Isenguard: A Self-Service Test Automation Framework
Alan Lee, Software Engineer
At Ethos Life, there’s a testing framework built in-house called Isenguard, and we’d like to introduce you to it to exemplify the ethos (ha!) of our Test team.
FITTING INTO OUR CORE PRINCIPLES
We know that testing increases the “good” at the expense of “cheap” and “fast.” It is, to our firm belief, a worthy trade-off, as testing increases our product quality, which reduces risks of impacting customer experience. This helps us achieve our mission of protecting millions of families.
But how can we maximize the benefits of testing (increasing the “good”) and minimize the expense (being able to build products “cheap” and “fast”)?
By sticking to the Test team’s four operating principles, of course!

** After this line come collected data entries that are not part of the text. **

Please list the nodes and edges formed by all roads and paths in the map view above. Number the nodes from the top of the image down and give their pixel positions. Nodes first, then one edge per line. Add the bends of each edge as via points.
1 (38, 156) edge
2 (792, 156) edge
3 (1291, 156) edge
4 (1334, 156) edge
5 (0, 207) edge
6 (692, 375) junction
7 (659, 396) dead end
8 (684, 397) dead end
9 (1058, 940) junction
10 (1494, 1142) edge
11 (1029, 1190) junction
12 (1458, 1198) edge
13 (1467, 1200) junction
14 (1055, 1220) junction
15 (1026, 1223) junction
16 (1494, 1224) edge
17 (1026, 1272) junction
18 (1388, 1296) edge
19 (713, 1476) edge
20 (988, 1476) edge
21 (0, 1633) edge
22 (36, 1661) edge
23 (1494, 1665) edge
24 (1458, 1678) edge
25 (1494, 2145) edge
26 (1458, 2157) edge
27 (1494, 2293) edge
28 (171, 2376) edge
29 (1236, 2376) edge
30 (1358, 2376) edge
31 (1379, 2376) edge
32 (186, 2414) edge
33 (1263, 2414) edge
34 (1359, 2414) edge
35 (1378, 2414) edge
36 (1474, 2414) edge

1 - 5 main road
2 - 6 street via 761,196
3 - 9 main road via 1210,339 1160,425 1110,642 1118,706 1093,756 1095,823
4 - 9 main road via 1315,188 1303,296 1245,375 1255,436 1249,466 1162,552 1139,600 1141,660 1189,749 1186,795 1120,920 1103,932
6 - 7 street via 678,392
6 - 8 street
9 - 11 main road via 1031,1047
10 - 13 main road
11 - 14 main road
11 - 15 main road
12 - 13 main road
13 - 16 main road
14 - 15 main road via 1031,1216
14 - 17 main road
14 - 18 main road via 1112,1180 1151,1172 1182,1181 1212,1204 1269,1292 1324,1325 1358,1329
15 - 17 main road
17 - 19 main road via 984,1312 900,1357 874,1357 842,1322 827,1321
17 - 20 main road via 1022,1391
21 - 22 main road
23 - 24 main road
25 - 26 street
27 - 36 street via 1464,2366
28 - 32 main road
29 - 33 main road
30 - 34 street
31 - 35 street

First, we want to increase efficiency and productivity, which Isenguard helped achieve by automating a lot of manual processes and streamlining the result gathering, thus making testing faster and less painful.*
We also aim to provide early and virtuous feedback and to make quality everyone’s responsibility. In that spirit, Isenguard was designed to be self-service, meaning that by cutting out the engineers as middlepersons, the users would have direct access to the tool and the test results. Users then can quickly iterate based on the feedback provided by the tool, and since they’re closest to the implementations, they can become the guardians of the quality of the product they’re working on.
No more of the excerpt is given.